In a case that has all major online retailers nervous, a Manhattan court upheld a new state tax law that requires many out of state retailers to collect state sales tax on buys by New York residents in Amazon.com LLC v. New York State Dept. of Taxation and Finance, ___ N.Y.S. 2d ___, 2009 WL 69336 (N.Y. Sup. 2009). Online giant Amazon.com challenged the law on constitutional grounds, but the New York Supreme Court judge found that Amazon did “not come close” to demonstrating unconstitutionality of the law.

 

Background

 

In 1992, the U.S. Supreme Court exempted out-of-state retailers from collecting sales tax in out-of-state transactions, i.e. where they sold goods to residents of a state where the retailer had no physical presence such as a store, office, or warehouse. Quill Corp. v. North Dakota, 504 U.S. 298 (1992). Although Quill dealt with a mail order company, the ruling has since been relied upon by a growing number of remote online sellers.

 

In April 2008, New York sought to overcome the Quill choice when it approved a new tax as part of its 2008-09 state budget. New York Tax Law section 1101(b)(8)(vi)contains a “Commission-Agreement” provision  requiring out-of-state online retailers to collect New York state sales tax if the retailer uses independent contractors or other New York residents to solicit sales in excess of $10,000 from New York residents.

 

The law had an immediate impact on large online retailers like Seattle-based Amazon.com, which previously did not have to collect sales tax in New York because they did not have a physical presence in the state. But, Amazon and many other retailers have affiliate linking programs that enable other websites to maintain a link to the online retailer’s site for incentives. Under Amazon’s affiliate program, which Amazon considers a marketing arrangement, when a customer links to Amazon.com from the affiliate website, that affiliate receives a  commission on the customer’s buys. Amazon has “thousands” of these affiliates in New York, though the program reportedly accounts for less than 1.5% of Amazon’s total New York sales revenue.

 

New York tax officials contended that Amazon.com’s affiliate program makes it subject to the commission-agreement provision of the new tax law, forcing Amazon to collect sales tax on transactions with New York residents.
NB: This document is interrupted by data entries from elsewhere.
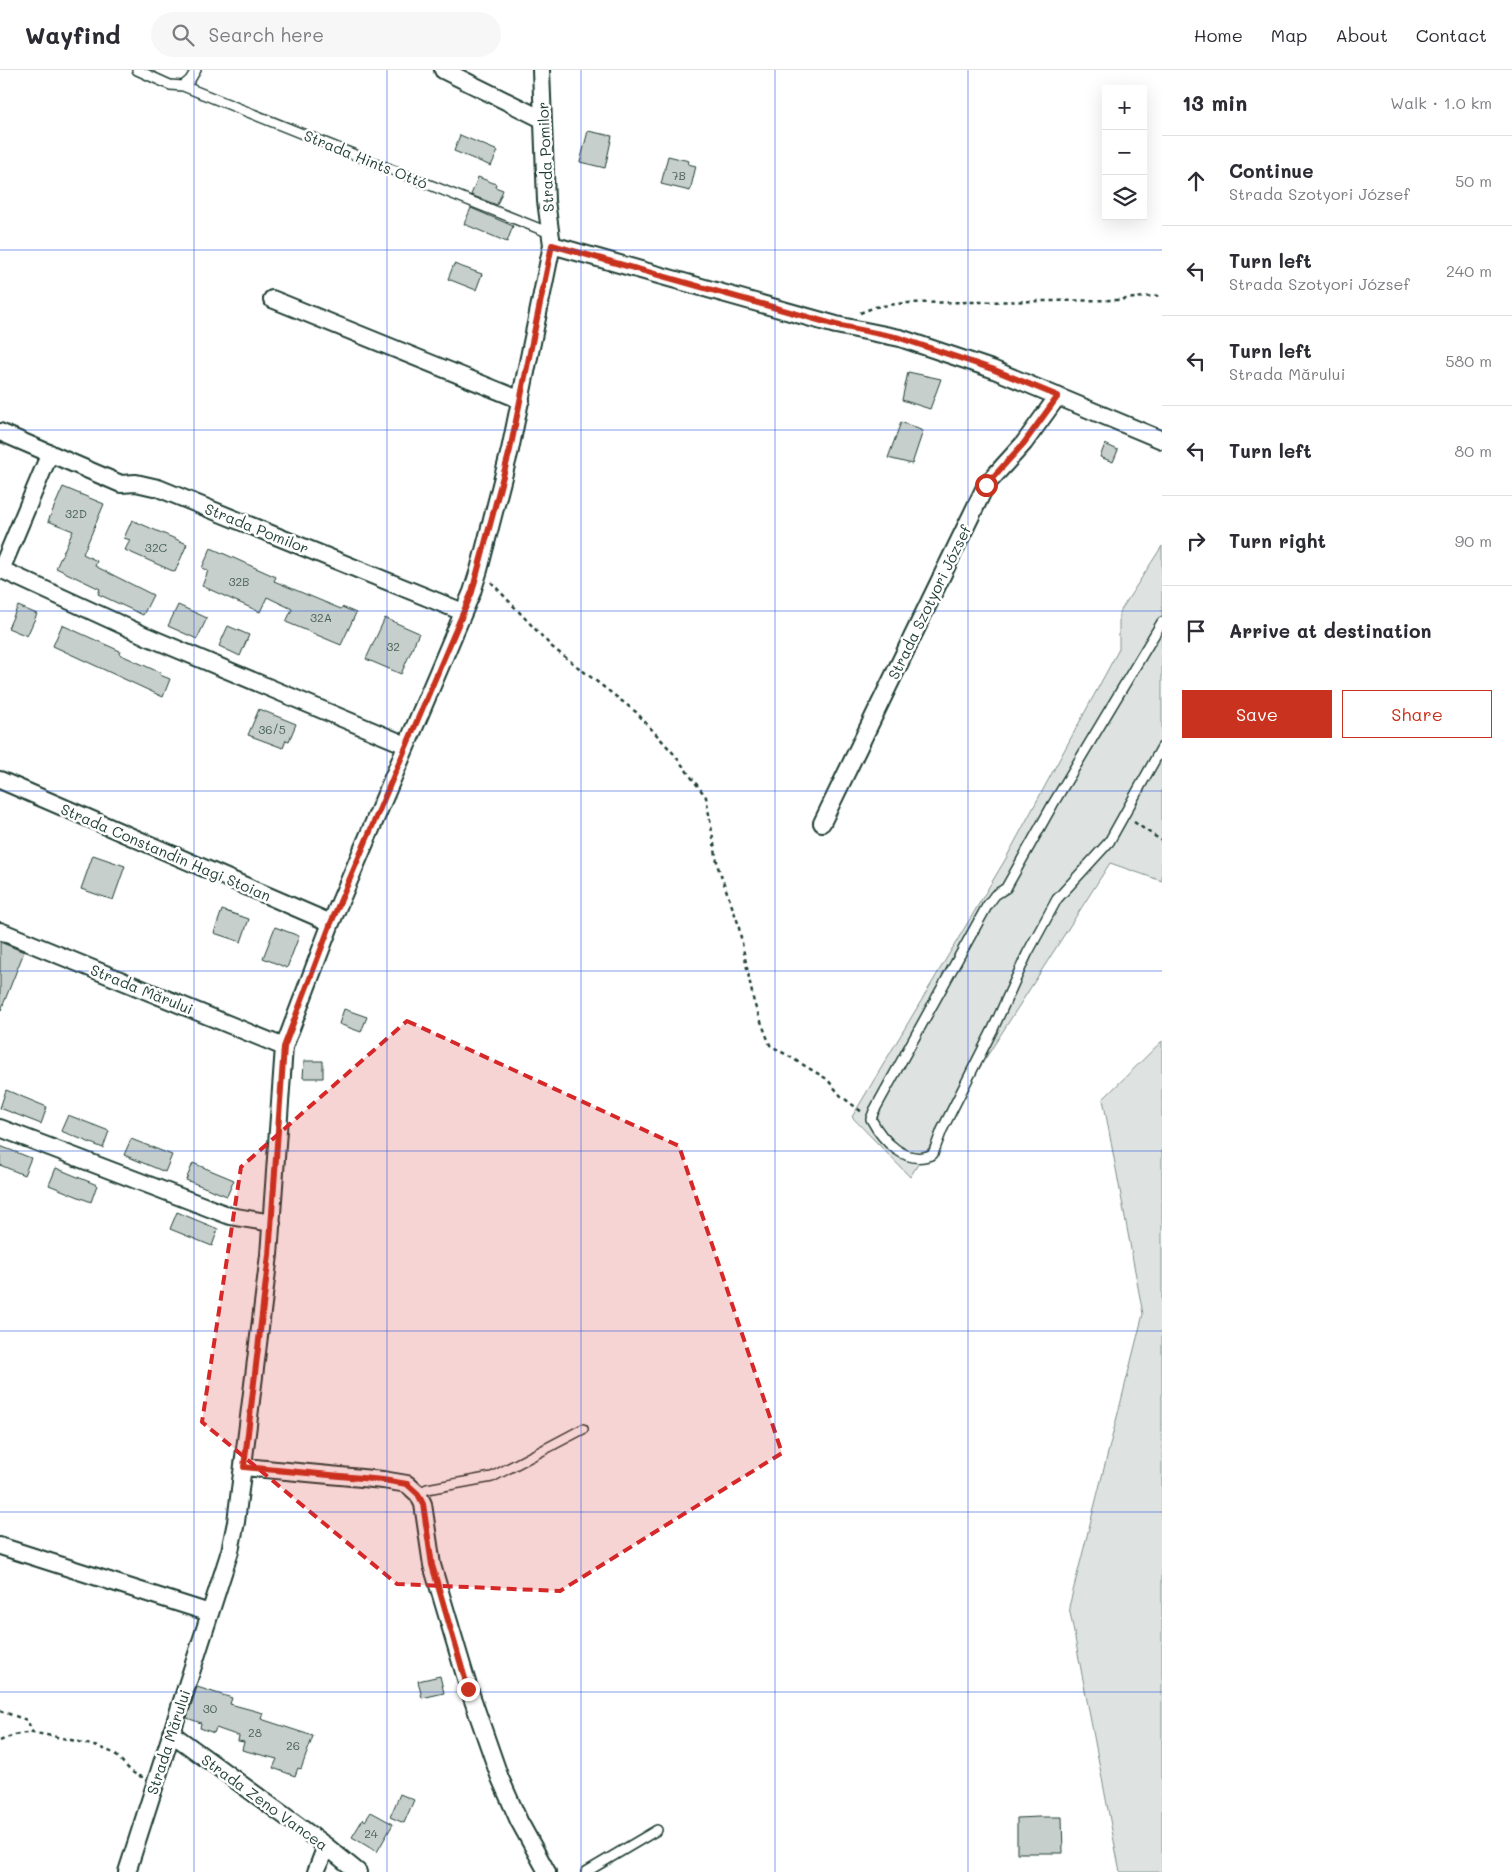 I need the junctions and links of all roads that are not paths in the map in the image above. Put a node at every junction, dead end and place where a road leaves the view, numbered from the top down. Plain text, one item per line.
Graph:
1 (136, 70) edge
2 (196, 70) edge
3 (443, 70) edge
4 (542, 70) edge
5 (182, 86) junction
6 (542, 119) junction
7 (551, 239) junction
8 (272, 299) dead end
9 (1058, 396) junction
10 (521, 400) junction
11 (0, 432) edge
12 (1162, 440) edge
13 (50, 453) junction
14 (1, 569) edge
15 (463, 612) junction
16 (1162, 622) edge
17 (406, 745) junction
18 (1162, 747) edge
19 (0, 780) edge
20 (822, 823) dead end
21 (331, 923) junction
22 (0, 932) edge
23 (284, 1047) junction
24 (0, 1128) edge
25 (272, 1223) junction
26 (583, 1429) dead end
27 (244, 1467) junction
28 (418, 1494) junction
29 (0, 1546) edge
30 (210, 1613) junction
31 (171, 1733) junction
32 (657, 1830) dead end
33 (326, 1846) junction
34 (127, 1872) edge
35 (316, 1872) edge
36 (358, 1872) edge
37 (547, 1872) edge
38 (586, 1872) edge

1 - 5 lane, Strada Hints Ottó
2 - 5 lane
3 - 6 street
4 - 6 street, Strada Pomilor
5 - 7 lane, Strada Hints Ottó
6 - 7 street, Strada Pomilor
7 - 9 street
7 - 10 street, Strada Mărului
8 - 10 street
9 - 12 street
9 - 20 street, Strada Szotyori József
10 - 15 street, Strada Mărului
11 - 13 street, Strada Pomilor
13 - 14 street
13 - 15 street, Strada Pomilor
14 - 17 street
15 - 17 street, Strada Mărului
16 - 18 lane
17 - 21 street, Strada Mărului
19 - 21 street, Strada Constandin Hagi Stoian
21 - 23 street, Strada Mărului
22 - 23 street, Strada Mărului
23 - 25 street, Strada Mărului
24 - 25 street
25 - 27 street, Strada Mărului
26 - 28 lane
27 - 28 street
27 - 30 street, Strada Mărului
28 - 37 street
29 - 30 street
30 - 31 street, Strada Mărului
31 - 33 street, Strada Zeno Vancea
31 - 34 street, Strada Mărului
32 - 38 lane
33 - 35 street
33 - 36 street, Strada Zeno Vancea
Indeed, state officials referred to the tax as the “Amazon tax.”

 

Amazon filedsuit on April 25, 2008, alleging that the Commission-Agreement provision’s inconsistency with Quill   violates the Commerce Clause, the Equal Protection clause, and Amazon’s right to due process under the U.S. Constitution.  Judge Eileen Bransten, writing for the Supreme Court of the State of New York, dismissed the lawsuit upon defendants’ motion in Amazon.com LLC v. New York State Dept. of Taxation and Finance, ___ N.Y.S. 2d ___, 2009 WL 69336 (N.Y. Sup. 2009).

 

Amazon’s Constitutional Challenges to the Tax Fail

 

Amazon made three Constitutional challenges to the “Amazon tax.” First, Amazon contended that the new tax violated the Commerce Clause of the U.S. Constitution because it imposed a tax obligation on an out-of-state seller who lacked a “substantial nexus” with New York. States may require a retailer to collect state tax if the “tax is applied to an activity with a substantial nexus with the taxing State, is honestly apportioned, does not discriminate against interstate commerce, and is honestly related to the services provided by the State.” Complete Auto Transit Inc. v. Brady, 430 U.S. 274, 279 (1977).

 

The court pointed out that the “substantial nexus” test only requires the “slightest” physical presence, which can be imputed to the retailer through activities performed in the taxing state by the people or entities acting on the retailer’s behalf. Amazon, 2009 WL 69336, *3. Based on this standard, the court found that “(t)he Commission-Agreement Provision is carefully crafted to ensure that there is a sufficient basis for requiring collection of New York taxes and, if such a basis does not exist, it gives the seller an out… a tax-collection obligation will only be imposed based on an out-of-state seller’s conscious choice to contract with in-state residents who collectively refer more than $10,000 of New York based business.” Amazon, 2009 WL 69336, *4.

 

In making its due process claim, Amazon claimed that the tax law was unconstitutionally vague, because it could be interpreted to apply to non-Internet out-of-state retailers that buy ads in New York-based print media. But the court found otherwise, stating: “the statute’s applicability upon entry into an agreement with an in-state resident for a commission ‘or other consideration’ based on direct referral of New York customers or ‘indirect’ referrals is not so vague and standardless as to leave the public uncertain about its reach.” Amazon, 2009 WL 69336, *7.

 

Finally, Amazon claimed that the law violated the Equal Protection Clauses of both the U.S. and New York constitutions because the statute was enacted specifically to collect taxes from Amazon. But, the court noted that Amazon’s complaint contained no assertion that the State has really treated it differently from other similarly situated retailers. Amazon, 2009 WL 69336, *7.

 

The Impact of the Amazon Tax

 

It is expected that Amazon will appeal this choice. In the meantime, online retailers have only two choices regarding New York sales tax – either they register with the state and collect the tax , which Amazon has chosen to do, or they cut off all ties with New York affiliates in order to avoid collecting the tax . The latter course, which Overstock.com has pursued, arguably puts a damper on e-commerce, as many of the affiliates are web start-ups that rely in part on the financial boost from these programs.

 

More importantly, this may place the online retail industry on a burdensome slippery slope. In reaching its choice in Quill Corp. v. North Dakota, the Supreme Court discussed the crushing burden that it would place on interstate commerce if remote sellers had to comply with the separate sales and use tax provisions in every location in which it conducted transactions. There are more than 6200 separate sales tax jurisdictions and more than 4400 separate use tax jurisdictions. If a significant number of those implemented a statute similar to New York’s, and if that statute were upheld on similar grounds, it would completely undermine the rationale of the Quill choice. The burden of trying to comply with each of those various jurisdictions may be more than a reasonable online retailer can handle.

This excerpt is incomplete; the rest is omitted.